EXERCISE - Exclude all pictures, then copy each of the records exactly as written.

BEGIN MATERIAL FOR THE TASK

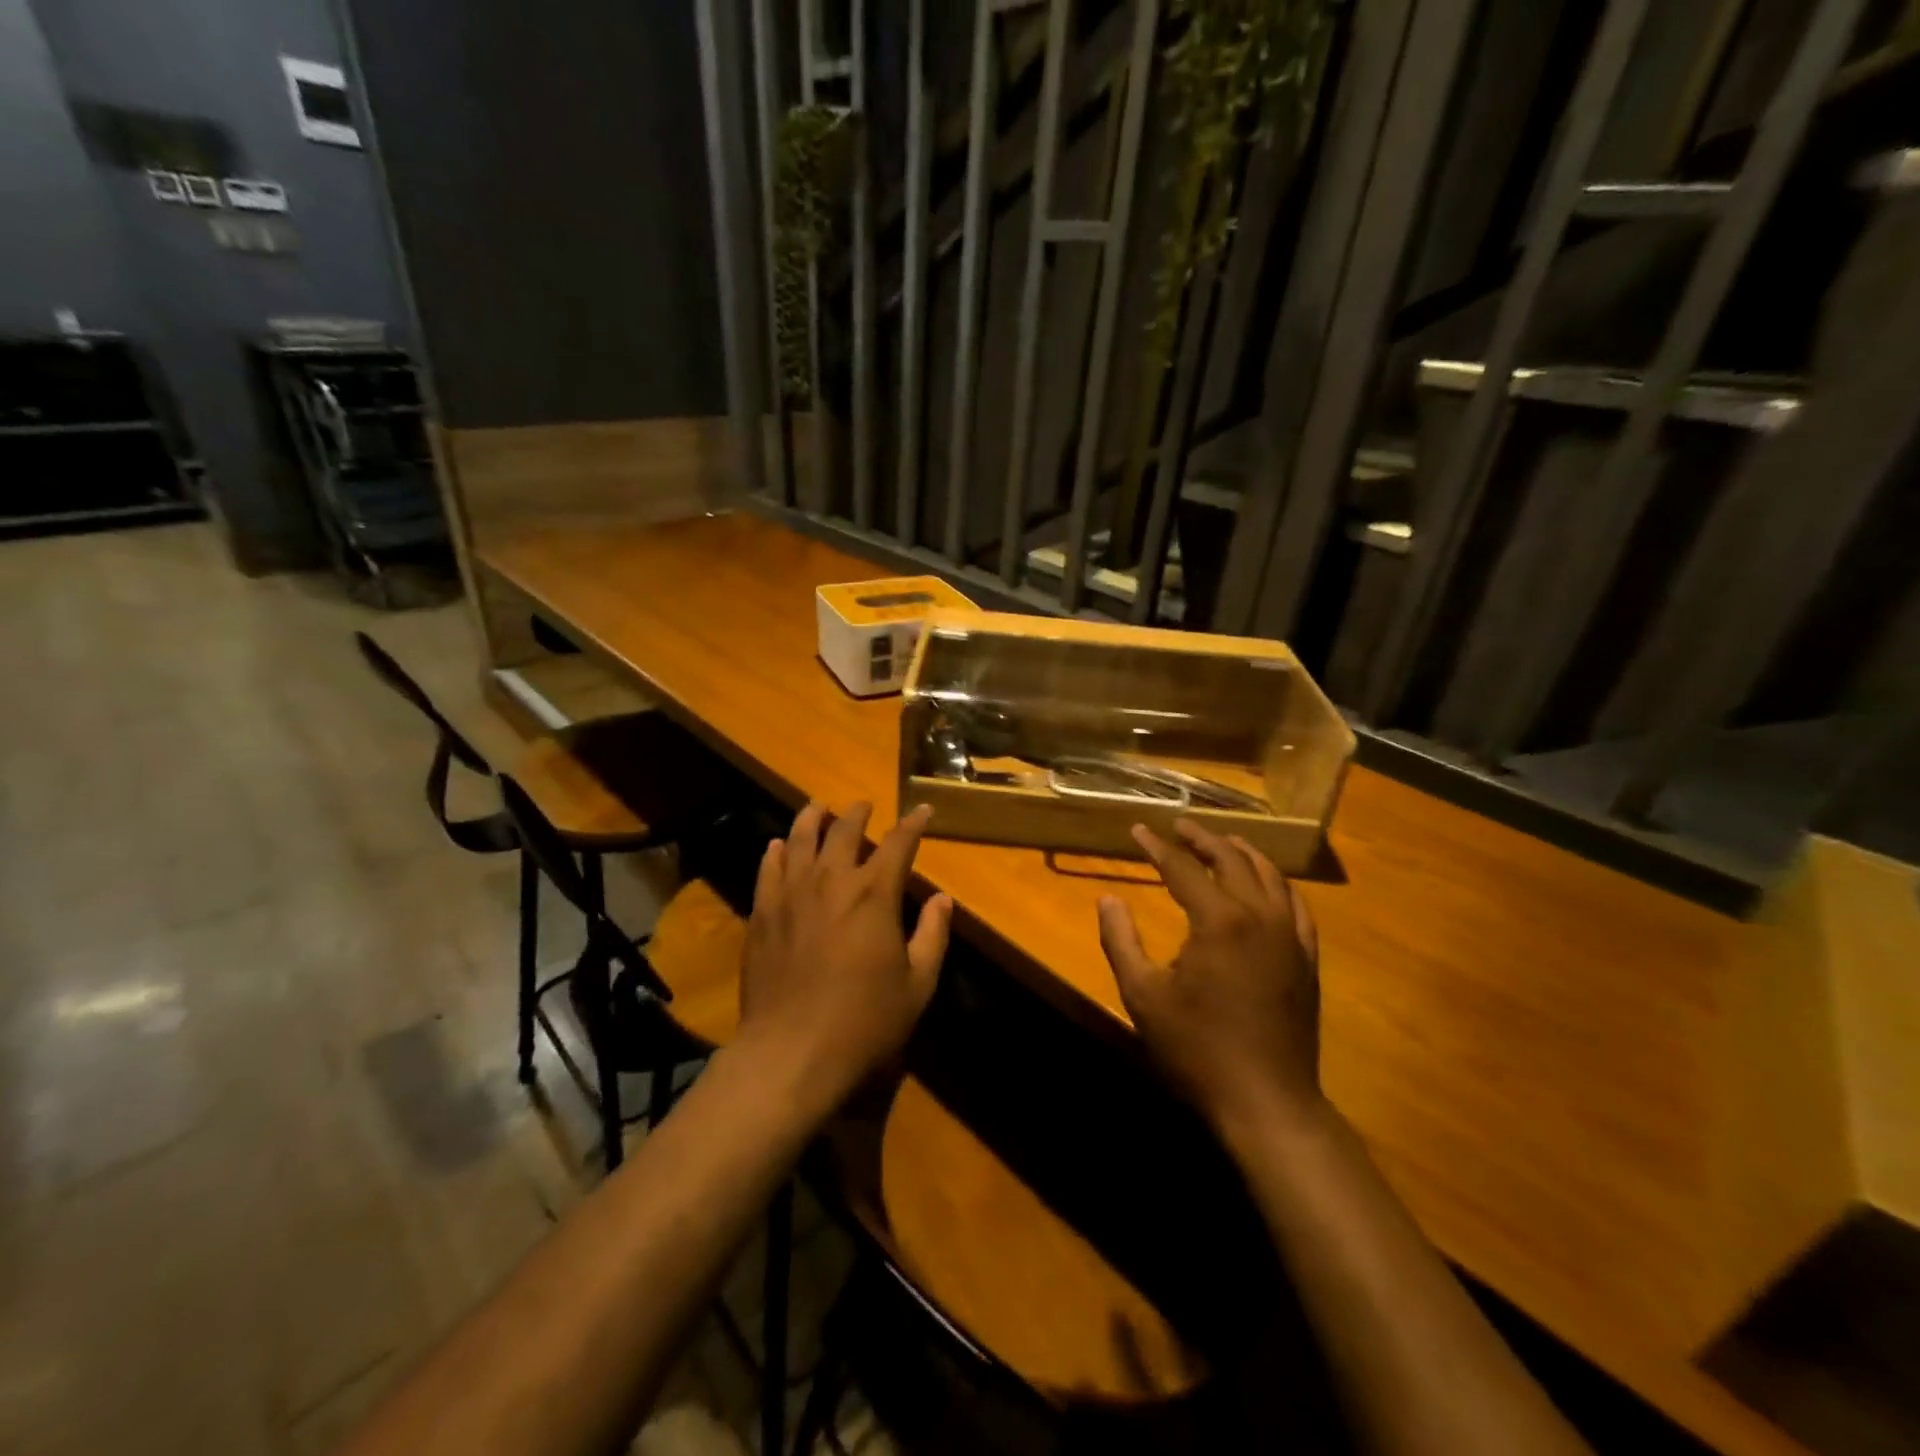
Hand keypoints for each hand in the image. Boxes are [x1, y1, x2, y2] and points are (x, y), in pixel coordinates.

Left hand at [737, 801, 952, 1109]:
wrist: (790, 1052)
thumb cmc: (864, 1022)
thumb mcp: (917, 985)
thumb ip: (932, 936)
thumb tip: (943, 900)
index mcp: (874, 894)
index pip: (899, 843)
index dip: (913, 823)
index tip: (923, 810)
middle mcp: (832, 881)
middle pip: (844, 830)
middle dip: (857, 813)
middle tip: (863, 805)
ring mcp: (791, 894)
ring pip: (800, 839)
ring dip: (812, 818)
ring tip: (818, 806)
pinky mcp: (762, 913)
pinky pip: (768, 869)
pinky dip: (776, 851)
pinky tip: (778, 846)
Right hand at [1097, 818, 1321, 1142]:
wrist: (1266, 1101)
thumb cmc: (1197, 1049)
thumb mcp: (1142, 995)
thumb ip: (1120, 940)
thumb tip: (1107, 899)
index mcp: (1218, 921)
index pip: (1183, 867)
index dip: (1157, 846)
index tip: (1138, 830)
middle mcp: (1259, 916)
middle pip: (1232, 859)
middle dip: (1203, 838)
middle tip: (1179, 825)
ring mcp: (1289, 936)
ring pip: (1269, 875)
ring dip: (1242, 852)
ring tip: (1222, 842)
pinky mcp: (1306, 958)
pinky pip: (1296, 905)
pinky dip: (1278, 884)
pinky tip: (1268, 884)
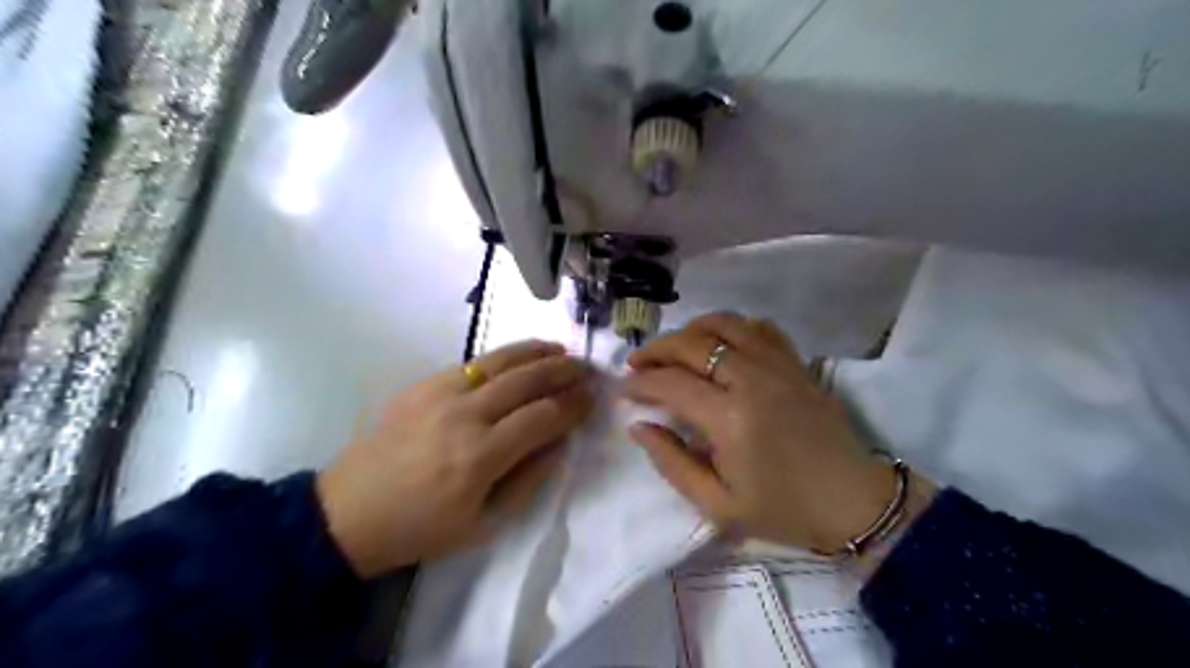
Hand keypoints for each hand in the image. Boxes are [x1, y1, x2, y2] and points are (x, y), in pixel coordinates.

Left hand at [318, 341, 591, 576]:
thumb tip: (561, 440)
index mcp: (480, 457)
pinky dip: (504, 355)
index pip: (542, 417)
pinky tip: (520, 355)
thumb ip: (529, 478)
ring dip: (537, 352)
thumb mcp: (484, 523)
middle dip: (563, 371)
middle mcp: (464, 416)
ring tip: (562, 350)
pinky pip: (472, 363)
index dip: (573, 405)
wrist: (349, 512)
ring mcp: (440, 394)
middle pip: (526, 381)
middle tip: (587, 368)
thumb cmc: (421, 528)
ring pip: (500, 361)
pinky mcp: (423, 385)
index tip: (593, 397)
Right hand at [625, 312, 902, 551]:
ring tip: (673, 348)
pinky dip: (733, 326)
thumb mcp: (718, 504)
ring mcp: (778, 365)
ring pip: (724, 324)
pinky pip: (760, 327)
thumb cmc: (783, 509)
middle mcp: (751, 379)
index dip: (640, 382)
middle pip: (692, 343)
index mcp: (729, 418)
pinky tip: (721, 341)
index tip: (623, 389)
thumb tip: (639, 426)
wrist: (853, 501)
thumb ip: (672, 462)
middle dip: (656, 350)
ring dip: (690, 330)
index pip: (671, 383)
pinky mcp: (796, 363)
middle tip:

END MATERIAL FOR THE TASK

REPLY -
Hand keypoints for each hand in the image. Boxes are [x1, y1, x2, y2] and points are (x, y), in pixel coordinates.

Left hand at [737, 801, 952, 1109]:
wrist: (790, 1052)
thumb cmc: (864, 1022)
thumb mcp: (917, 985)
thumb ip: (932, 936)
thumb tip: (943, 900)
index mcp: (874, 894)
index pip: (899, 843)
index dip: (913, 823)
index tip: (923, 810)
middle mcp: (832, 881)
middle pip: (844, 830)
middle dip: (857, 813)
middle tip: (863, 805)
ring mcp: (791, 894)
ring pip: (800, 839)
ring dip: (812, 818)
ring tip: (818, 806)
pinky mcp: (762, 913)
pinky pip: (768, 869)
pinky dip: (776, 851)
pinky tip: (778, 846)
Right hand at [1097, 818, 1321, 1142]:
wrist: (1266, 1101)
thumb cmc: (1197, 1049)
thumb mcp: (1142, 995)
thumb ip: (1120, 940)
thumb tip: (1107, 899)
index mcp: (1218, 921)
index pip: (1183, 867)
index dip: (1157, 846)
index tip: (1138, 830)
middle mcp: (1259, 916)
middle pip: (1232, 859)
middle dip: (1203, 838)
middle tip: (1179, 825)
ring mcp: (1289, 936)
ring pip: (1269, 875)
ring dip: (1242, 852)
ring tip: (1222, 842)
pinky mcp: (1306, 958)
pinky pip: (1296, 905)
pinky dip: (1278, 884)
pinky tip: (1268, 884)
Hand keypoints for each hand in the image. Boxes are [x1, y1, x2, y2] and points are (x, y), in pixel coordinates.

Left hand at [318, 341, 591, 576]:
thumb tip: (561, 440)
index mcp: (480, 457)
pinky dip: (504, 355)
index pip: (542, 417)
pinky tip: (520, 355)
thumb ip: (529, 478)
ring dip: (537, 352)
thumb mcp: (484, 523)
middle dip: (563, 371)
middle mcp: (464, 416)
ring tip: (562, 350)
pinky pip: (472, 363)
index dip: (573, 405)
wrist: (349, 512)
ring mcp: (440, 394)
middle pip: (526, 381)
middle tip: (587, 368)
thumb cmc: (421, 528)
ring pip: (500, 361)
pinky mcp: (423, 385)
index tip: (593, 397)
Right hand at [625, 312, 902, 551]:
ring tip: (673, 348)
pinky dip: (733, 326)
thumb mcp: (718, 504)
ring mcp: (778, 365)
ring pip: (724, 324)
pinky pip: (760, 327)
thumb cmc: (783, 509)
middle mcp: (751, 379)
index dip: (640, 382)
middle pip: (692, 343)
index mcp: (729, 418)
pinky tip: (721, 341)
index tip: (623, 389)
thumb tip: (639, 426)
wrist: (853, 501)
thumb ip: (672, 462)
middle dip: (656, 350)
ring dip: (690, 330)
index pip: (671, 383)
pinky mcp: (796, 363)
middle tip:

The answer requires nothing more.